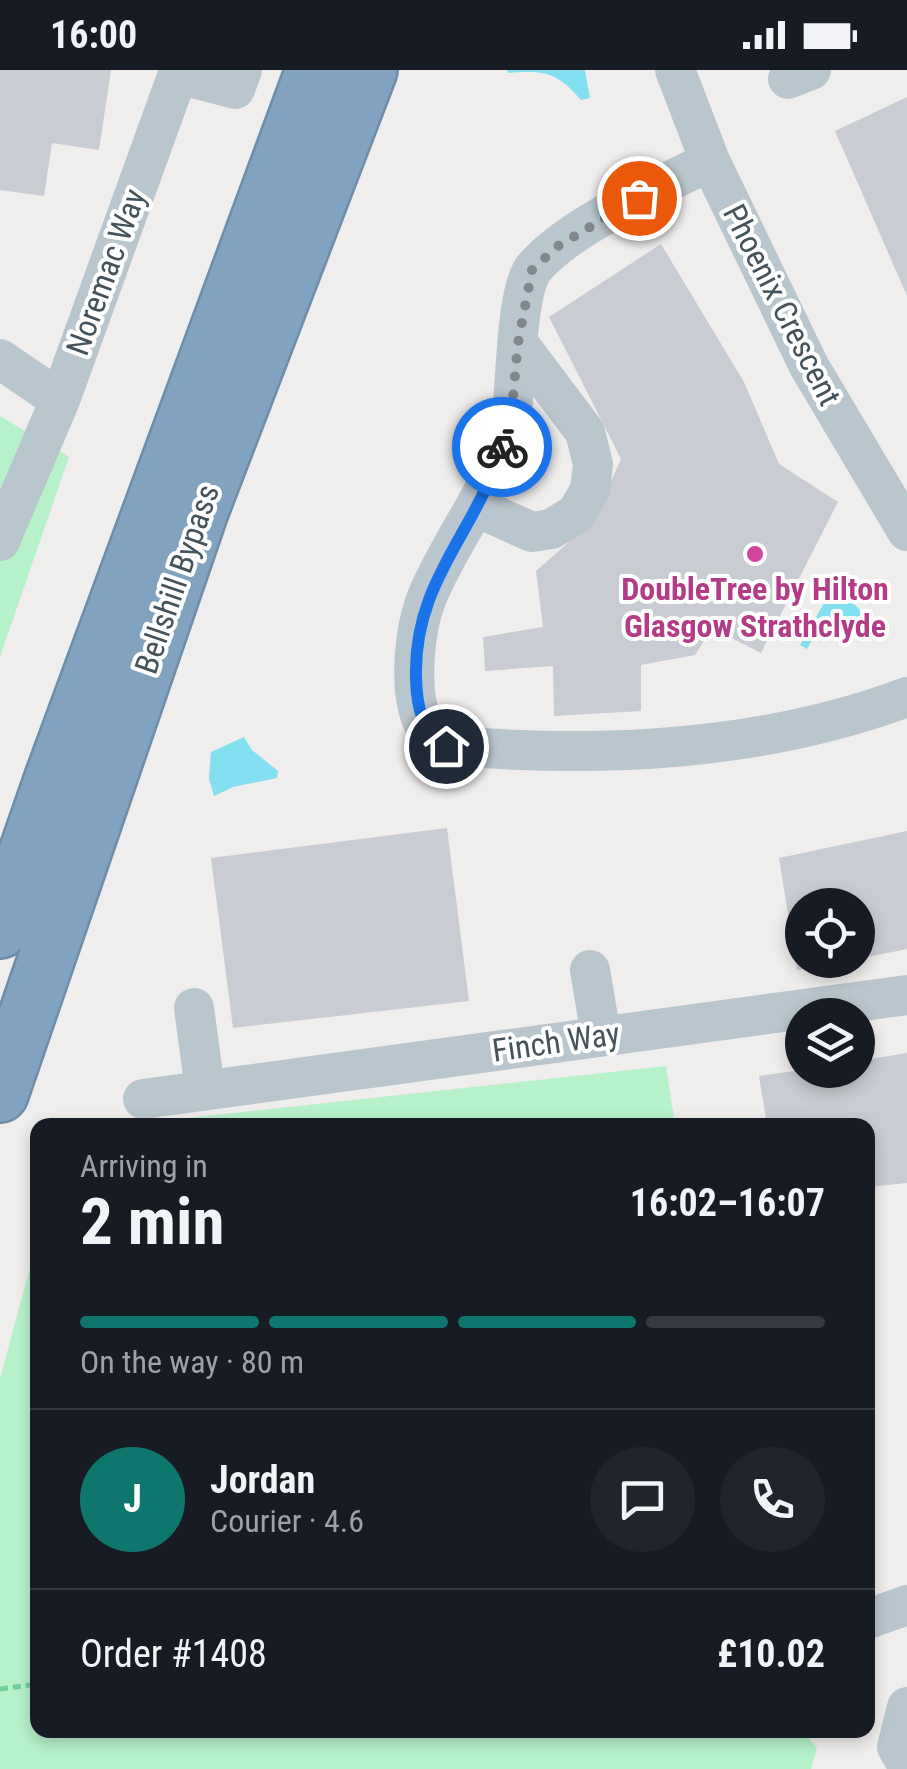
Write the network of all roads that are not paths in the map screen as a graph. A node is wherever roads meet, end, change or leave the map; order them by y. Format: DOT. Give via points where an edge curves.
graph roads {
  1 [pos="242,70"];
  2 [pos="314,70"];
  3 [pos="368,70"];
  4 [pos="411,70"];
  5 [pos="676,70"];
  6 [pos="710,160"];
  7 [pos="518,343"];
  8 [pos="0,360"];
  9 [pos="60,400"];
  10 [pos="476,507"];
  11 [pos="200,511"];
  12 [pos="907,531"];
  13 [pos="0,541"];
  14 [pos="907,697"];
  15 [pos="0,930"];
  16 [pos="590,970"];
  17 [pos="907,995"];
  18 [pos="194,1008"];
  19 [pos="601,1036"];
  20 [pos="205,1090"];
  21 [pos="0,1094"];
  22 [pos="144,1099"];
  23 [pos="907,1605"];
  24 [pos="875,1616"];
  25 [pos="907,1707"];
  26 [pos="907,1764"];
  1 -- 9 [label="street, Noremac Way" via="235,89 178,74"];
  2 -- 15 [label="highway, Bellshill Bypass"];
  3 -- 11 [label="highway, Bellshill Bypass"];
  4 -- 11 [label="highway" via="393,84 360,152"];
  5 -- 6 [label="street, Phoenix Crescent"];
  6 -- 7 [label="street" via="604,217 532,270"];
  6 -- 12 [label="street, Phoenix Crescent" via="810,366"];
  7 -- 10 [label="street" via="511,418"];
  7 -- 10 [label="street" via="585,432 593,464 590,490 576,514 532,532"];
  8 -- 9 [label="street"];
  9 -- 13 [label="street, Noremac Way"];
  10 -- 14 [label="street" via="426,599 418,633 417,704 428,732 446,746 617,751 726,740 836,721"];
  11 -- 21 [label="highway, Bellshill Bypass"];
  16 -- 19 [label="street"];
  17 -- 19 [label="street, Finch Way"];
  18 -- 20 [label="street"];
  19 -- 20 [label="street, Finch Way"];
  20 -- 22 [label="street, Finch Way"];
  23 -- 24 [label="street"];
  25 -- 26 [label="street" via="898,1747"];
}
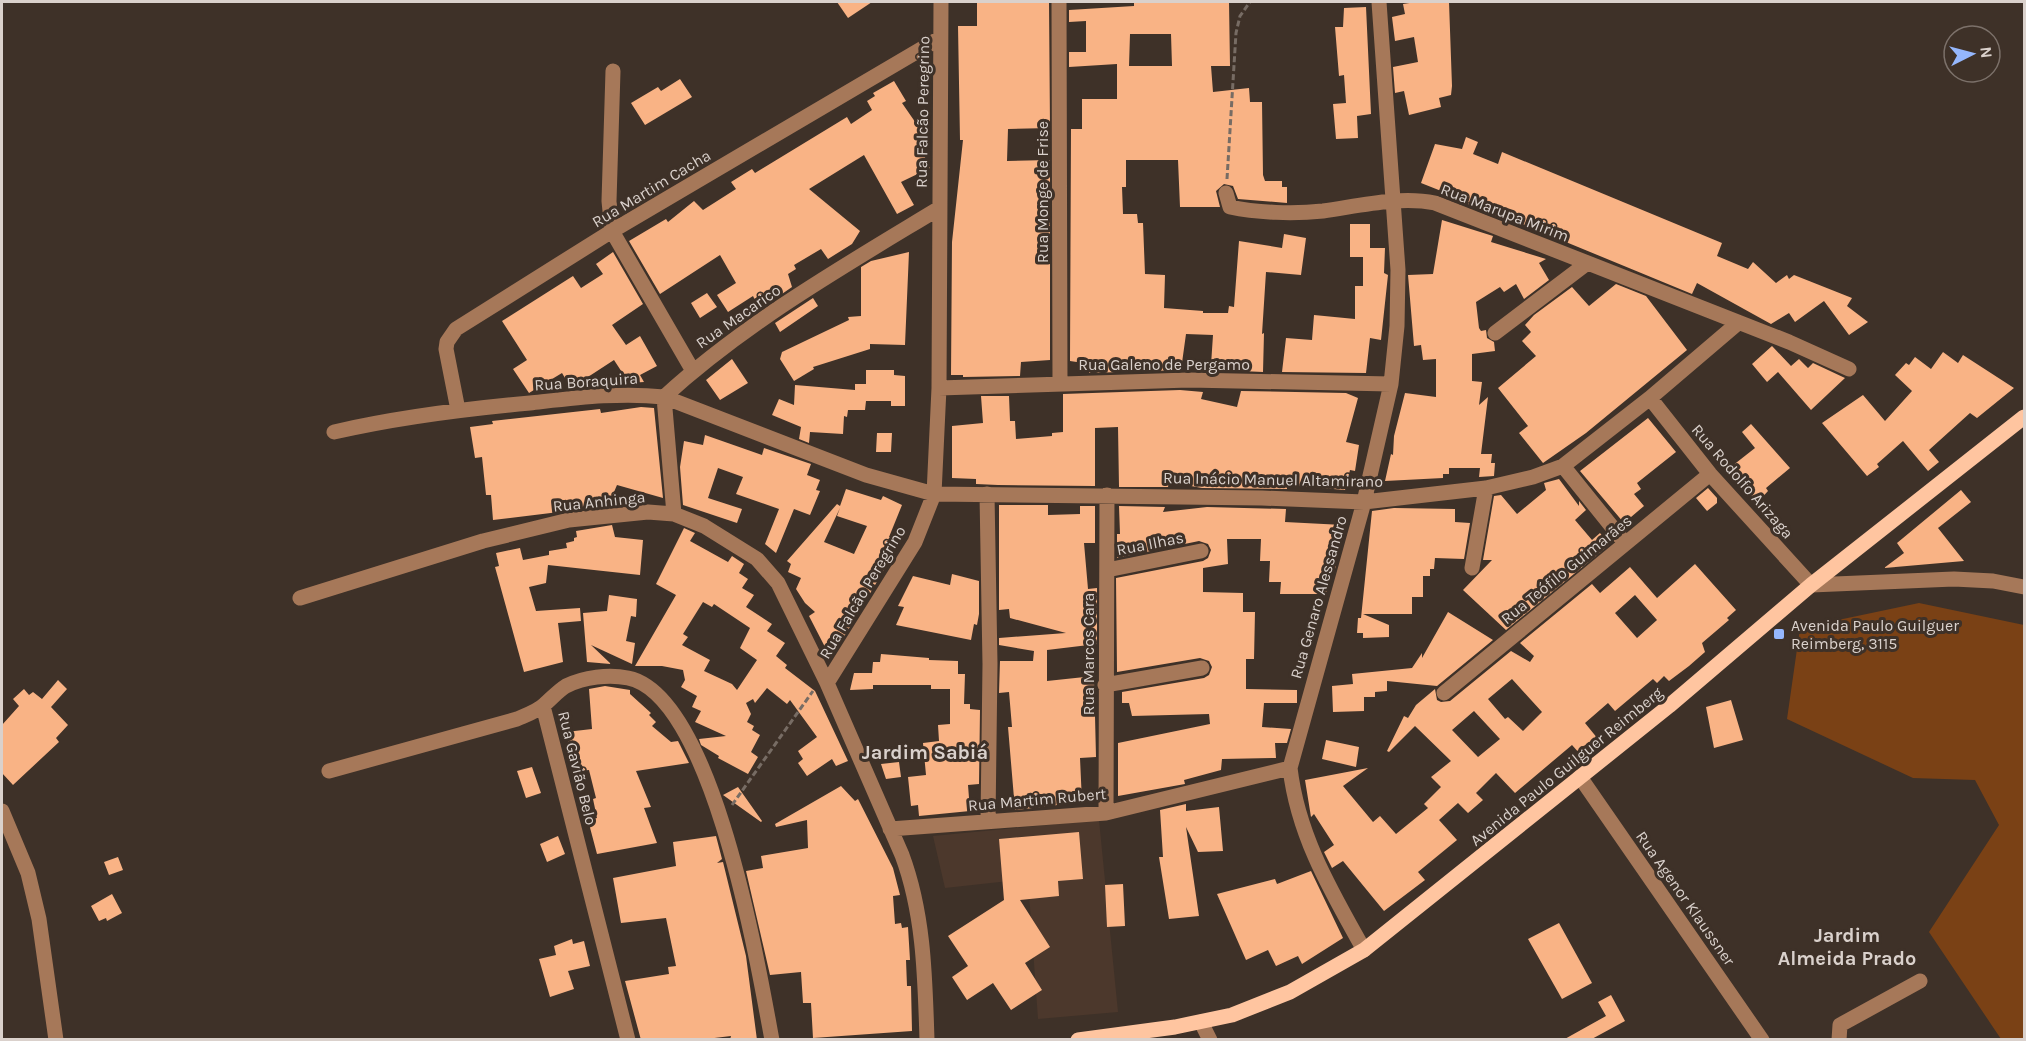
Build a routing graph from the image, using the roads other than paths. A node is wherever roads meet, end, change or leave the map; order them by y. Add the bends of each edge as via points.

• • • • • • •

WHAT TO WORK ON
Transcribe each entry above exactly, apart from the pictures.

RESPONSE TO THE EXERCISE
Write the network of all roads that are not paths in the map screen as a graph. A node is wherever roads meet, end, change or leave the map; order them by y. Format: DOT. Give via points where an edge curves.
graph roads {
  1 [pos="242,70"];
  2 [pos="314,70"];
  3 [pos="368,70"];
  4 [pos="411,70"];
  5 [pos="676,70"];
  6 [pos="710,160"];
  7 [pos="518,343"];
  8 [pos="0,360"];
  9 [pos="60,400"];
  10 [pos="476,507"];
  11 [pos="200,511"];
  12 [pos="907,531"];
  13 [pos="0,541"];
  14 [pos="907,697"];
  15 [pos="0,930"];
  16 [pos="590,970"];
  17 [pos="907,995"];
  18 [pos="194,1008"];
  19 [pos="601,1036"];
  20 [pos="205,1090"];
  21 [pos="0,1094"];
  22 [pos="144,1099"];
  23 [pos="907,1605"];
  24 [pos="875,1616"];
  25 [pos="907,1707"];
  26 [pos="907,1764"];
  1 -- 9 [label="street, Noremac Way" via="235,89 178,74"];
  2 -- 15 [label="highway, Bellshill Bypass"];
  3 -- 11 [label="highway, Bellshill Bypass"];
  4 -- 11 [label="highway" via="393,84 360,152"];
  5 -- 6 [label="street, Phoenix Crescent"];
  6 -- 7 [label="street" via="604,217 532,270"];
  6 -- 12 [label="street, Phoenix Crescent" via="810,366"];
  7 -- 10 [label="street" via="511,418"];
  7 -- 10 [label="street" via="585,432 593,464 590,490 576,514 532,532"];
  8 -- 9 [label="street"];
  9 -- 13 [label="street, Noremac Way"];
  10 -- 14 [label="street" via="426,599 418,633 417,704 428,732 446,746 617,751 726,740 836,721"];
  11 -- 21 [label="highway, Bellshill Bypass"];
  16 -- 19 [label="street"];
  17 -- 19 [label="street, Finch Way"];
  18 -- 20 [label="street"];
  19 -- 20 [label="street, Finch Way"];
  20 -- 22 [label="street, Finch Way"];
  23 -- 24 [label="street"];
  25 -- 26 [label="street" via="898,1747"];
}
Build a routing graph from the image, using the roads other than paths. A node is wherever roads meet, end, change or leave the map; order them by y. Add the bends of each edge as via points.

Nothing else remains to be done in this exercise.